Work task:
Report the number of lines of the listing below containing the string "further", with nothing added.

========================================

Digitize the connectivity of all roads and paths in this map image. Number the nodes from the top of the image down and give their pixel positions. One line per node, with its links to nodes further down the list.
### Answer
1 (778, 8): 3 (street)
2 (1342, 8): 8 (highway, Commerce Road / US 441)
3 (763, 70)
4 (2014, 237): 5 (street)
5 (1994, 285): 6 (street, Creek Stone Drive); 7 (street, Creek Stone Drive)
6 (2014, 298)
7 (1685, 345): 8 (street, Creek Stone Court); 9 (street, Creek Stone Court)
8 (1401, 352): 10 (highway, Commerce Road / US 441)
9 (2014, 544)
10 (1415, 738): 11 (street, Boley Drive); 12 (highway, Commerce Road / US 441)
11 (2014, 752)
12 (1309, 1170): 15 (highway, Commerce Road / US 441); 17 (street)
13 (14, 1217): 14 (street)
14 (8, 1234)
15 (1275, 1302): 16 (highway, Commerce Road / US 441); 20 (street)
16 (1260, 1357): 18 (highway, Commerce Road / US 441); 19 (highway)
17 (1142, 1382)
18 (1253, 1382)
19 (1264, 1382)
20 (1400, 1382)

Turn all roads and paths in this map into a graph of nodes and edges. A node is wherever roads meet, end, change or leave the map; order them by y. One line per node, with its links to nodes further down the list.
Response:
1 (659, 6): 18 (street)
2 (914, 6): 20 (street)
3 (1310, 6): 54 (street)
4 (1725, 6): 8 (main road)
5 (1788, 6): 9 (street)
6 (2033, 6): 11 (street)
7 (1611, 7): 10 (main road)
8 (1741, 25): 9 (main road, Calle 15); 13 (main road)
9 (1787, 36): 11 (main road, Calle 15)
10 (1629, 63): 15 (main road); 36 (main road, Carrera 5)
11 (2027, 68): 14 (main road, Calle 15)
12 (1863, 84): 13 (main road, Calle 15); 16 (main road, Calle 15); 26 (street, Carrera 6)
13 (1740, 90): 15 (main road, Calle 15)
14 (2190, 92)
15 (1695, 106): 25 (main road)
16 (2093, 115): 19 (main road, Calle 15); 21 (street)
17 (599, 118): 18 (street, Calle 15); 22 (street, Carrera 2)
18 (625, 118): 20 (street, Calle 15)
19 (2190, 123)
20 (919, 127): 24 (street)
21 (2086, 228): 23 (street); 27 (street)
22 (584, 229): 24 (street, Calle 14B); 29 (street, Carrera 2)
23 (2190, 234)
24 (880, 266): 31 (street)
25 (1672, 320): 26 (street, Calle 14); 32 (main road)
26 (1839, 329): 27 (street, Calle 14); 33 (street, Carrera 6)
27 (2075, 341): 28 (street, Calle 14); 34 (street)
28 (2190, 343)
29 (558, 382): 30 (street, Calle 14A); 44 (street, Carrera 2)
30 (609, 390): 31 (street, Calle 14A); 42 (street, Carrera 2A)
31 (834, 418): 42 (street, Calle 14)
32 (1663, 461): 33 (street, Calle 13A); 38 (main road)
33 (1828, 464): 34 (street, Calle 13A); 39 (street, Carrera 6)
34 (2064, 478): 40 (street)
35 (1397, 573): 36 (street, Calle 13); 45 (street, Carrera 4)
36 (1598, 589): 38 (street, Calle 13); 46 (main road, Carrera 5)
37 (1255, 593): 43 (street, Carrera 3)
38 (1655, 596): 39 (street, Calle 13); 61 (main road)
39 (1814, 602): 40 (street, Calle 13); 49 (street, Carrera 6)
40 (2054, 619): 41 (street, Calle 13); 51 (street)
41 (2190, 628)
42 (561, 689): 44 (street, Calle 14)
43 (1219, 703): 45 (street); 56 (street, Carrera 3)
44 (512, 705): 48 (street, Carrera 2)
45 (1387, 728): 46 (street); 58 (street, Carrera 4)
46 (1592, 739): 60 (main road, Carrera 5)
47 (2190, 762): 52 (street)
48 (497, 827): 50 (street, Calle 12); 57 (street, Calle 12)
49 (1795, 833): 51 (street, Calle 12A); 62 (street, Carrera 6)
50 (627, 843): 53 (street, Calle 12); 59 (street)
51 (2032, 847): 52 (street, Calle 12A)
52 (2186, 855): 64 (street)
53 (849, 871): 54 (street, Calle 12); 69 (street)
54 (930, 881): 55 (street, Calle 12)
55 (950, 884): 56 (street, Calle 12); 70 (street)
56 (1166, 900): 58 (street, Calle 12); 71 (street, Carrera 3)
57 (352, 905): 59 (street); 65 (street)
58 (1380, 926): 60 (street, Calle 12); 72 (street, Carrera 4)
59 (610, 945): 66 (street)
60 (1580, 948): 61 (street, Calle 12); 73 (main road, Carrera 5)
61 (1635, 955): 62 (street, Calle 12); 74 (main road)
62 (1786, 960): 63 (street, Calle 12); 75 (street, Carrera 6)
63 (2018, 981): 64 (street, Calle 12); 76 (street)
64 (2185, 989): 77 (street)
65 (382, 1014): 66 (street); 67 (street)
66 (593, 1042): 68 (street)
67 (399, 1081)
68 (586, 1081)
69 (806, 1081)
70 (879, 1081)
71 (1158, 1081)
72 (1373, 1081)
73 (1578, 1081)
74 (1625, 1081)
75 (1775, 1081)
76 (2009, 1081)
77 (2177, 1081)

========================================

Completed task:
2